Well, you already have $y$ as a function of $x$, but the function is unpleasant. For a given value of $x$, there is no closed form formula for the corresponding $y$ -- you have to find $y$ numerically (by intersecting a vertical line with the given Bezier curve).

Let's denote this unpleasant function by $y=g(x)$. So, now the problem is just to approximate $g$ by a polynomial $f$. There are lots of standard ways to do this, depending on how you want to measure the approximation error and what extra conditions you want $f$ to satisfy. You say you want exact matching of end points and end tangents.

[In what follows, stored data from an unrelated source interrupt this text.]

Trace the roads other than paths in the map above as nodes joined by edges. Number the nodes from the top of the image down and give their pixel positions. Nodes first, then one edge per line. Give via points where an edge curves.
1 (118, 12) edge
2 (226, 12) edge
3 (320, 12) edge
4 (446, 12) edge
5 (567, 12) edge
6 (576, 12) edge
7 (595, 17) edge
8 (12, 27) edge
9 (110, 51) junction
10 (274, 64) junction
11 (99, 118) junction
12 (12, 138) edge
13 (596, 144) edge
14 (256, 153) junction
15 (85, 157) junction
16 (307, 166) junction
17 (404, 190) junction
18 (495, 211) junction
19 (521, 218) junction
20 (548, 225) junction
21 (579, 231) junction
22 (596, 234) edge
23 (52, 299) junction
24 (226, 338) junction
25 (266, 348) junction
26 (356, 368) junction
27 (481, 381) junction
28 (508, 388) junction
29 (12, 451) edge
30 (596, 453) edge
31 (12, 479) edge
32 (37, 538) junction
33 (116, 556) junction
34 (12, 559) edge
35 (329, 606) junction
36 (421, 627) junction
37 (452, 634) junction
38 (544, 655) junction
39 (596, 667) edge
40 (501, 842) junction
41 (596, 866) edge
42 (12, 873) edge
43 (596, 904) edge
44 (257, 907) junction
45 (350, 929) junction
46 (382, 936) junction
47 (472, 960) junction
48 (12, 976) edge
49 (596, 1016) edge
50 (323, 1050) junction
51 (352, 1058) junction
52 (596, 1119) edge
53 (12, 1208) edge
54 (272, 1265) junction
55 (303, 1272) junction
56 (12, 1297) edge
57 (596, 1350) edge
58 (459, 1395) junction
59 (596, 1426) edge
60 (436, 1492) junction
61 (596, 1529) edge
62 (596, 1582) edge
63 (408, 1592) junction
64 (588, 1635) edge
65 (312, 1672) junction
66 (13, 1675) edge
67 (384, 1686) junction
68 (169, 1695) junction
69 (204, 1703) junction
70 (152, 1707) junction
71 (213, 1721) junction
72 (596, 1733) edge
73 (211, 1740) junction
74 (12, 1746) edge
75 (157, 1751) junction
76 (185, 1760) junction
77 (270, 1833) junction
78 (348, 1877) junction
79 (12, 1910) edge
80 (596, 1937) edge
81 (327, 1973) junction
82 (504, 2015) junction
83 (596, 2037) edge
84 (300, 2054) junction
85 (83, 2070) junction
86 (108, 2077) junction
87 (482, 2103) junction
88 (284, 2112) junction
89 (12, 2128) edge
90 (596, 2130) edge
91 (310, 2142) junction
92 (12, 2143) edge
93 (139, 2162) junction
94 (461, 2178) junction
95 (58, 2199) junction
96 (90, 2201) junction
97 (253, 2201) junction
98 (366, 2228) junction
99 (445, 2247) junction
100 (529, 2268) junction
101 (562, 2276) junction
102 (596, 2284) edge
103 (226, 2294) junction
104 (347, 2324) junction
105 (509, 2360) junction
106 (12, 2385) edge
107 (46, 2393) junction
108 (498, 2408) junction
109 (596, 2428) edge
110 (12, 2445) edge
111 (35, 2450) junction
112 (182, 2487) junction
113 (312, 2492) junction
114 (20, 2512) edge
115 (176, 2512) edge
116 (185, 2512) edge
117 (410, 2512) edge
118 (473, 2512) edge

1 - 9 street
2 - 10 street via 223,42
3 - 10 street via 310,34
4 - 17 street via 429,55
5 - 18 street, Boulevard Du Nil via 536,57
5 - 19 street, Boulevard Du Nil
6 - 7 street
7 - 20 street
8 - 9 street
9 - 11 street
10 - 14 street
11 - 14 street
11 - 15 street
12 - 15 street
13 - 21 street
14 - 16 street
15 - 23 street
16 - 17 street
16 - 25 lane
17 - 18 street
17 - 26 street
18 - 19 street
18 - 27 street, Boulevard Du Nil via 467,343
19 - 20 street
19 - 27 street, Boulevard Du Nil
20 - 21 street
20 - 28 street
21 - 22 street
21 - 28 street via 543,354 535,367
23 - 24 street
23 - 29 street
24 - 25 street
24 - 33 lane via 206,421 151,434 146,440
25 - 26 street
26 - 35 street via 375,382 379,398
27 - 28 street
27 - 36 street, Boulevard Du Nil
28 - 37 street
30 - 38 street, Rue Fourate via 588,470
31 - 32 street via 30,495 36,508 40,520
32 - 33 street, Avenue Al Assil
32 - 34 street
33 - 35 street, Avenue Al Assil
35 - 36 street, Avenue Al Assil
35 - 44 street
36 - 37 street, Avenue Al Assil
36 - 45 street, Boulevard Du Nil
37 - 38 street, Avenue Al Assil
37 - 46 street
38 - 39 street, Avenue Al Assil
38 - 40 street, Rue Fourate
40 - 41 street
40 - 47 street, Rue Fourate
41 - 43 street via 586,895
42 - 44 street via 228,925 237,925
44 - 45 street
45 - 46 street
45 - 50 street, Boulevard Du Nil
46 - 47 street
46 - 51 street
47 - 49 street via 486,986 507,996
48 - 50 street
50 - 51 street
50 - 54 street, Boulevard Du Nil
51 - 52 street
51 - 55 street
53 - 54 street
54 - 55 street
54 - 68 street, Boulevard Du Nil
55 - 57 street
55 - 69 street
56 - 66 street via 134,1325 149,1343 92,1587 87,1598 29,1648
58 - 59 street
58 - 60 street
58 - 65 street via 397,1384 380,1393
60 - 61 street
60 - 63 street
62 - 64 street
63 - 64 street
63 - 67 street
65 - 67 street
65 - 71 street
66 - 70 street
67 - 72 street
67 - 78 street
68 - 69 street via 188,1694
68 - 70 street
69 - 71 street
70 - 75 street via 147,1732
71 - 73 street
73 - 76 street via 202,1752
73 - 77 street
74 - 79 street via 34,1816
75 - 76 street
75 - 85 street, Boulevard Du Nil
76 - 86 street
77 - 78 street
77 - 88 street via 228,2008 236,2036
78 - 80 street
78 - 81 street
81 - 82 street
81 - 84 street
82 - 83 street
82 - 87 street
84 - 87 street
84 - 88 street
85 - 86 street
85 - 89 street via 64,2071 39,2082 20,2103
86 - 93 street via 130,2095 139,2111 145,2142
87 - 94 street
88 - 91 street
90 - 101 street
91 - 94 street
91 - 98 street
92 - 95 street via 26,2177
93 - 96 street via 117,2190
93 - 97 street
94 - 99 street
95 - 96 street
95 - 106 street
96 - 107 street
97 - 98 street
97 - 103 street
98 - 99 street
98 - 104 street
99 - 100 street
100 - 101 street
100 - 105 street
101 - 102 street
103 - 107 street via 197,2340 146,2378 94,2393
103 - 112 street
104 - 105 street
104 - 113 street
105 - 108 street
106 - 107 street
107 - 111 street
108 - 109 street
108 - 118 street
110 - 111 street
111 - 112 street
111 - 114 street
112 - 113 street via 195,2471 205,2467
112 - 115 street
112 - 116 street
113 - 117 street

So, you choose a degree $m$ for $f$. As you say, $m$ will have to be bigger than 4. Then $f$ will have $m+1$ coefficients, which you can determine by solving a system of $m+1$ linear equations. You get 4 equations from the end-point constraints. Pick another $m-3$ points $(x_i,y_i)$ in the interior of the curve, and, for each $i$, write down the equation that expresses the requirement that $y_i = f(x_i)$. Solve the system of linear equations.

One subtlety is that the extra $m-3$ points have to be chosen fairly carefully. You can't just distribute them uniformly, or else $f$ might wiggle badly. They have to be more dense towards the ends of the curve, and less dense in the middle. The "Chebyshev nodes" are a good choice.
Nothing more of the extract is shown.